*** Supplied entries Section Begins ***
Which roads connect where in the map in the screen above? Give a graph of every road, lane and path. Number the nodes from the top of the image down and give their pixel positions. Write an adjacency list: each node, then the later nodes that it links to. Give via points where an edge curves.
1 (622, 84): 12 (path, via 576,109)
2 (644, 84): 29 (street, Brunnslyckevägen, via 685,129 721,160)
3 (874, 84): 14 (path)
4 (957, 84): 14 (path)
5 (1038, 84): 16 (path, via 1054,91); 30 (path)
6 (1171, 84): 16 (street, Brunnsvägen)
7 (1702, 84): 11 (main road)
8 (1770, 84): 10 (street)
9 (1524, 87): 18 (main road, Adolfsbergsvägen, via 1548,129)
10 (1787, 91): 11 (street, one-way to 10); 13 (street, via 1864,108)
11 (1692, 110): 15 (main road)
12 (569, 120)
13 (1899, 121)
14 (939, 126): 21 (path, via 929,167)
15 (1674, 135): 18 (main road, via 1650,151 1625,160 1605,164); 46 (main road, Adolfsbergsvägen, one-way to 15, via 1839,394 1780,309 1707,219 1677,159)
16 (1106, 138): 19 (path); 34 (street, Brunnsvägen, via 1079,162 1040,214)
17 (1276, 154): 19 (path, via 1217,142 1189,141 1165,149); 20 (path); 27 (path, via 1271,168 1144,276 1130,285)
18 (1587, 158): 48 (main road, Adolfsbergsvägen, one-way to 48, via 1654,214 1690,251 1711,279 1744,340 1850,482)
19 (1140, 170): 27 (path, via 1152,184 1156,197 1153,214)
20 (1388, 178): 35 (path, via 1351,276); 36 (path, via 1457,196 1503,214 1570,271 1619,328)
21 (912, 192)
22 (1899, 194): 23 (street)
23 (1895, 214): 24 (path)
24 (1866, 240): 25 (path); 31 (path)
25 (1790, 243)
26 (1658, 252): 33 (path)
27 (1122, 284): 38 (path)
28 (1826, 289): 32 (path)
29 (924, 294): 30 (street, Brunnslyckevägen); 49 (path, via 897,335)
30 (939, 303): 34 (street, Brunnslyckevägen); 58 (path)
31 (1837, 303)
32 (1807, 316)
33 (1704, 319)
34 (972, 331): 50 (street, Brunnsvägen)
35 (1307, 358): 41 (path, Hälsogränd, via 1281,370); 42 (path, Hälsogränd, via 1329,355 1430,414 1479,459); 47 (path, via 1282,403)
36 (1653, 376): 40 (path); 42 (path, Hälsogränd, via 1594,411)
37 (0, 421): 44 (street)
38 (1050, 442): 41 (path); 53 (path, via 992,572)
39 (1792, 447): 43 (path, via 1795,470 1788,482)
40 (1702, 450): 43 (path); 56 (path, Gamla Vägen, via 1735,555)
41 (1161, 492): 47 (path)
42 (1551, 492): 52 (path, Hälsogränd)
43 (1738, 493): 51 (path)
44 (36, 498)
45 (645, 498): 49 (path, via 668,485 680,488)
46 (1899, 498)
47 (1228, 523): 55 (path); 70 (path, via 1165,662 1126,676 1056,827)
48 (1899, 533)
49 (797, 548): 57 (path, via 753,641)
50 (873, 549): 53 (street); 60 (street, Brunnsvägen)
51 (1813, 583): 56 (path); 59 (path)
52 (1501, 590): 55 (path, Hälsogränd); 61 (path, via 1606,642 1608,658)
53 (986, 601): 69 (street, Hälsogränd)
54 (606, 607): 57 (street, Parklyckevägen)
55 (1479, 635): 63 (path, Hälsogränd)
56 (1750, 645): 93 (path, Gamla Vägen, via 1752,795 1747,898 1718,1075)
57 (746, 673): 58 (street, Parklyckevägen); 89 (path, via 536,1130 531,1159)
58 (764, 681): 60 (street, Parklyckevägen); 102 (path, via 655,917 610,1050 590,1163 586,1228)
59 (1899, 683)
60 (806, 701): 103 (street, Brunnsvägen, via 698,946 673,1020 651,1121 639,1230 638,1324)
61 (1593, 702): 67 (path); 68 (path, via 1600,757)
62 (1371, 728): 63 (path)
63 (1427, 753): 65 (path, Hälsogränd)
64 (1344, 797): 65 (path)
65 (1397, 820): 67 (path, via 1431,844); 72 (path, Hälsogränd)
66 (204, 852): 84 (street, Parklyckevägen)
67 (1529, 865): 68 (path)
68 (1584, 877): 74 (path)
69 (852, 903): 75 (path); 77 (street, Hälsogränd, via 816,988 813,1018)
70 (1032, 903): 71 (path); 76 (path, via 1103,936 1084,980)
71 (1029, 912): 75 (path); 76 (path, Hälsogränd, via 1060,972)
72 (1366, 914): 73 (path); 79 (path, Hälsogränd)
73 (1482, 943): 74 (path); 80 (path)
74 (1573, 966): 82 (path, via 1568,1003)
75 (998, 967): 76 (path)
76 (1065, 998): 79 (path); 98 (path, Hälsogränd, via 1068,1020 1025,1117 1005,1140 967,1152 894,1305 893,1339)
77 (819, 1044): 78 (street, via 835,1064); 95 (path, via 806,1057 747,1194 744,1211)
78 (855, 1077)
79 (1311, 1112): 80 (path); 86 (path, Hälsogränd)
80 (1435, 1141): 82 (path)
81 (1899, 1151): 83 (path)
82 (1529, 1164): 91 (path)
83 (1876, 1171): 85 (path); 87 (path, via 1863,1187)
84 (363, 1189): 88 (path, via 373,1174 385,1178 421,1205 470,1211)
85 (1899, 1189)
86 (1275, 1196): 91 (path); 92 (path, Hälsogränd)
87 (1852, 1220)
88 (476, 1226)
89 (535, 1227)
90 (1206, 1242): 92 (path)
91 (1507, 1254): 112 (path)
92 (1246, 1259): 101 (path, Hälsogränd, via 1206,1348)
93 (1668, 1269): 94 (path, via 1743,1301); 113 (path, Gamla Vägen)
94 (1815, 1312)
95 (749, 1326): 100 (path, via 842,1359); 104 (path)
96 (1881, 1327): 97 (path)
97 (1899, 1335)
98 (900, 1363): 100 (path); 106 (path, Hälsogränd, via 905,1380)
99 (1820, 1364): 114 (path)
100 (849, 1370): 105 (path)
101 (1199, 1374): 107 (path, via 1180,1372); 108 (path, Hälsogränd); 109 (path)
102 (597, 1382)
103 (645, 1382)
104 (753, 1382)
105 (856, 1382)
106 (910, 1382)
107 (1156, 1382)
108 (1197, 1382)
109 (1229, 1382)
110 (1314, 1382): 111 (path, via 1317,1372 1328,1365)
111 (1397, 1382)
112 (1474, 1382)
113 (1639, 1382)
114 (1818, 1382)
*** Supplied entries Section Ends ***
- Exercise
The records above are to be transcribed exactly, with nothing left out.

- Answer box
Which roads connect where in the map in the screen above? Give a graph of every road, lane and path. Number the nodes from the top of the image down and give their pixel positions. Write an adjacency list: each node, then the later nodes that it links to. Give via points where an edge curves.
1 (622, 84): 12 (path, via 576,109)
2 (644, 84): 29 (street, Brunnslyckevägen, via 685,129 721,160)
3 (874, 84): 14 (path)
4 (957, 84): 14 (path)
5 (1038, 84): 16 (path, via 1054,91); 30 (path)
6 (1171, 84): 16 (street, Brunnsvägen)
7 (1702, 84): 11 (main road)
8 (1770, 84): 10 (street)
9 (1524, 87): 18 (main road, Adolfsbergsvägen, via 1548,129)
10 (1787, 91): 11 (street, one-way to 10); 13 (street, via 1864,108)
11 (1692, 110): 15 (main road)
12 (569, 120)
13 (1899, 121)
14 (939, 126): 21 (path, via 929,167)
15 (1674, 135): 18 (main road, via 1650,151 1625,160 1605,164); 46 (main road, Adolfsbergsvägen, one-way to 15, via 1839,394 1780,309 1707,219 1677,159)
16 (1106, 138): 19 (path); 34 (street, Brunnsvägen, via 1079,162 1040,214)
17 (1276, 154): 19 (path, via 1217,142 1189,141 1165,149); 20 (path); 27 (path, via 1271,168 1144,276 1130,285)
18 (1587, 158): 48 (main road, Adolfsbergsvägen, one-way to 48, via 1654,214 1690,251 1711,279 1744,340 1850,482)
19 (1140, 170): 27 (path, via 1152,184 1156,197 1153,214)
20 (1388, 178): 35 (path, via 1351,276); 36 (path, via 1457,196 1503,214 1570,271 1619,328)
21 (912, 192)
22 (1899, 194): 23 (street)
23 (1895, 214): 24 (path)
24 (1866, 240): 25 (path); 31 (path)
25 (1790, 243)
26 (1658, 252): 33 (path)
27 (1122, 284): 38 (path)
28 (1826, 289): 32 (path)
29 (924, 294): 30 (street, Brunnslyckevägen); 49 (path, via 897,335)
30 (939, 303): 34 (street, Brunnslyckevägen); 58 (path)
31 (1837, 303)
32 (1807, 316)
33 (1704, 319)
34 (972, 331): 50 (street, Brunnsvägen)
35 (1307, 358): 41 (path, Hälsogränd, via 1281,370); 42 (path, Hälsogränd, via 1329,355 1430,414 1479,459); 47 (path, via 1282,403)
36 (1653, 376): 40 (path); 42 (path, Hälsogränd, via 1594,411)
37 (0, 421): 44 (street)
38 (1050, 442): 41 (path); 53 (path, via 992,572)
39 (1792, 447): 43 (path, via 1795,470 1788,482)
40 (1702, 450): 43 (path); 56 (path, Gamla Vägen, via 1735,555)
41 (1161, 492): 47 (path)
42 (1551, 492): 52 (path, Hälsogränd)
43 (1738, 493): 51 (path)
44 (36, 498)
45 (645, 498): 49 (path, via 668,485 680,488)
46 (1899, 498)
47 (1228, 523): 55 (path); 70 (path, via 1165,662 1126,676 1056,827)
48 (1899, 533)
49 (797, 548): 57 (path, via 753,641)
50 (873, 549): 53 (street); 60 (street, Brunnsvägen)
51 (1813, 583): 56 (path); 59 (path)
52 (1501, 590): 55 (path, Hälsogränd); 61 (path, via 1606,642 1608,658)
53 (986, 601): 69 (street, Hälsogränd)
54 (606, 607): 57 (street, Parklyckevägen)
55 (1479, 635): 63 (path, Hälsogränd)
56 (1750, 645): 93 (path, Gamla Vägen, via 1752,795 1747,898 1718,1075)
57 (746, 673): 58 (street, Parklyckevägen); 89 (path, via 536,1130 531,1159)
58 (764, 681): 60 (street, Parklyckevägen); 102 (path, via 655,917 610,1050 590,1163 586,1228)
59 (1899, 683)
60 (806, 701): 103 (street, Brunnsvägen, via 698,946 673,1020 651,1121 639,1230 638,1324)
61 (1593, 702): 67 (path); 68 (path, via 1600,757)
62 (1371, 728): 63 (path)
63 (1427, 753): 65 (path, Hälsogränd)
64 (1344, 797): 65 (path)
65 (1397, 820): 67 (path, via 1431,844); 72 (path, Hälsogränd)
66 (204, 852): 84 (street, Parklyckevägen)
67 (1529, 865): 68 (path)
68 (1584, 877): 74 (path)
69 (852, 903): 75 (path); 77 (street, Hälsogränd, via 816,988 813,1018)
70 (1032, 903): 71 (path); 76 (path, via 1103,936 1084,980)
71 (1029, 912): 75 (path); 76 (path, Hälsogränd, via 1060,972)
72 (1366, 914): 73 (path); 79 (path, Hälsogränd)
73 (1482, 943): 74 (path); 80 (path)
74 (1573, 966): 82 (path, via 1568,1003)
75 (998, 967): 76 (path)
76 (1065, 998): 79 (path); 98 (path, Hälsogränd, via 1068,1020 1025,1117 1005,1140 967,1152 894,1305 893,1339)
77 (819, 1044): 78 (street, via 835,1064); 95 (path, via 806,1057 747,1194 744,1211)
78 (855, 1077)
79 (1311, 1112): 80 (path); 86 (path, Hälsogränd)
80 (1435, 1141): 82 (path)
81 (1899, 1151): 83 (path)
82 (1529, 1164): 91 (path)
83 (1876, 1171): 85 (path); 87 (path, via 1863,1187)
84 (363, 1189): 88 (path, via 373,1174 385,1178 421,1205 470,1211)
85 (1899, 1189)
86 (1275, 1196): 91 (path); 92 (path, Hälsogränd)
87 (1852, 1220)
88 (476, 1226)
89 (535, 1227)
90 (1206, 1242): 92 (path)
91 (1507, 1254): 112 (path)
92 (1246, 1259): 101 (path, Hälsogränd, via 1206,1348)
93 (1668, 1269): 94 (path, via 1743,1301); 113 (path, Gamla Vägen)
94 (1815, 1312)
95 (749, 1326): 100 (path, via 842,1359); 104 (path)
96 (1881, 1327): 97 (path)
97 (1899, 1335)
98 (900, 1363): 100 (path); 106 (path, Hälsogränd, via 905,1380)
99 (1820, 1364): 114 (path)
100 (849, 1370): 105 (path)
101 (1199, 1374): 107 (path, via 1180,1372); 108 (path, Hälsogränd); 109 (path)
102 (597, 1382)
103 (645, 1382)
104 (753, 1382)
105 (856, 1382)
106 (910, 1382)
107 (1156, 1382)
108 (1197, 1382)
109 (1229, 1382)
110 (1314, 1382): 111 (path, via 1317,1372 1328,1365)
111 (1397, 1382)
112 (1474, 1382)
113 (1639, 1382)
114 (1818, 1382)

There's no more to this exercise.